A MILLENNIUM OF MEDITERRANEAN FOREST HISTORY: COMPARING HUMAN IMPACTS AND CLIMATE CHANGE IN CENTRAL ITALY


MENSING, Scott A.1, TUNNO, Irene2 and PIOVESAN, Gianluca2, (1)Department of Geography, Univ of Nevada, Reno, 201 Mackay Science Hall, Reno, NV 89557, (2)Dendrology Lab, DAF, Università degli Studi della Tuscia, Viterbo, 01100, Italy, smensing@unr.edu

A 1100 year sedimentary sequence from a lake in central Italy near Rome (Lago Lungo, Lazio, 379 m a.s.l.) was sampled for pollen and charcoal at an average interval of 26 years providing a high-resolution reconstruction of vegetation from 885 AD to the present. Pollen percentages support historical documents that describe periodic deforestation and agricultural expansion during the Medieval Climate Anomaly (MCA). Forests recovered about 1400 AD following depopulation associated with the black plague and socio-economic instability and a shift to cool wet climate during the Little Ice Age (LIA). Mixed deciduous forest reached a maximum in 1550 AD, approximately one century later than many sites across Western Europe. A less diverse less dense forest emerged after 1650 AD following the plague of 1656 AD. There is no evidence that excessive cutting, burning and erosion during the medieval period caused permanent degradation of the landscape. Forests appear to have recovered rapidly when land use declined and climate became favorable. Comparison of the pollen data with reconstructed Palmer Drought Severity Index (PDSI) of Morocco and North Atlantic Oscillation (NAO) indicate periods of deforestation and woodland regeneration coincide with climate change.

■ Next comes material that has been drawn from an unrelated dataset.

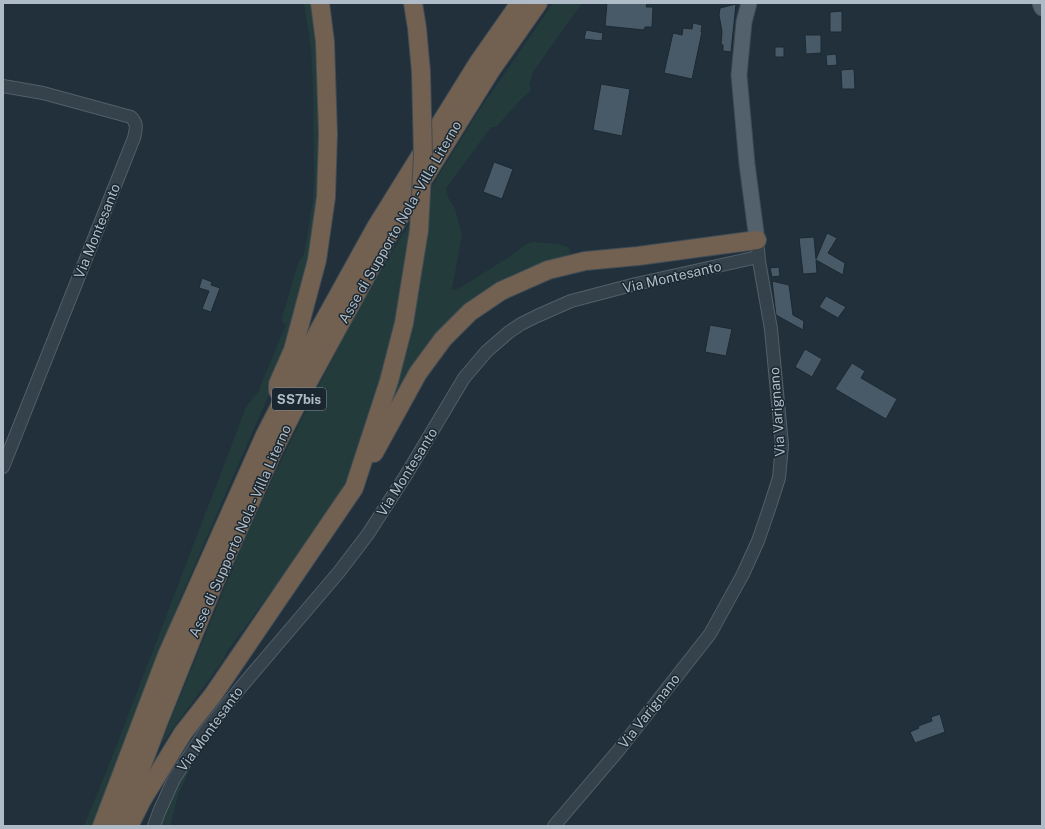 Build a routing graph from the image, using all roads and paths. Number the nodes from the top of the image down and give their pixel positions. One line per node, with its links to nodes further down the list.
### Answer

During warm dry climate, deforestation accelerated and agriculture expanded, and during extended cool wet climate, conditions for cereal cultivation deteriorated, forests and wetland expanded, and the local agricultural system collapsed. These results show that in the Mediterranean, collapse of local agricultural systems may also occur during extended periods of cool/wet climate.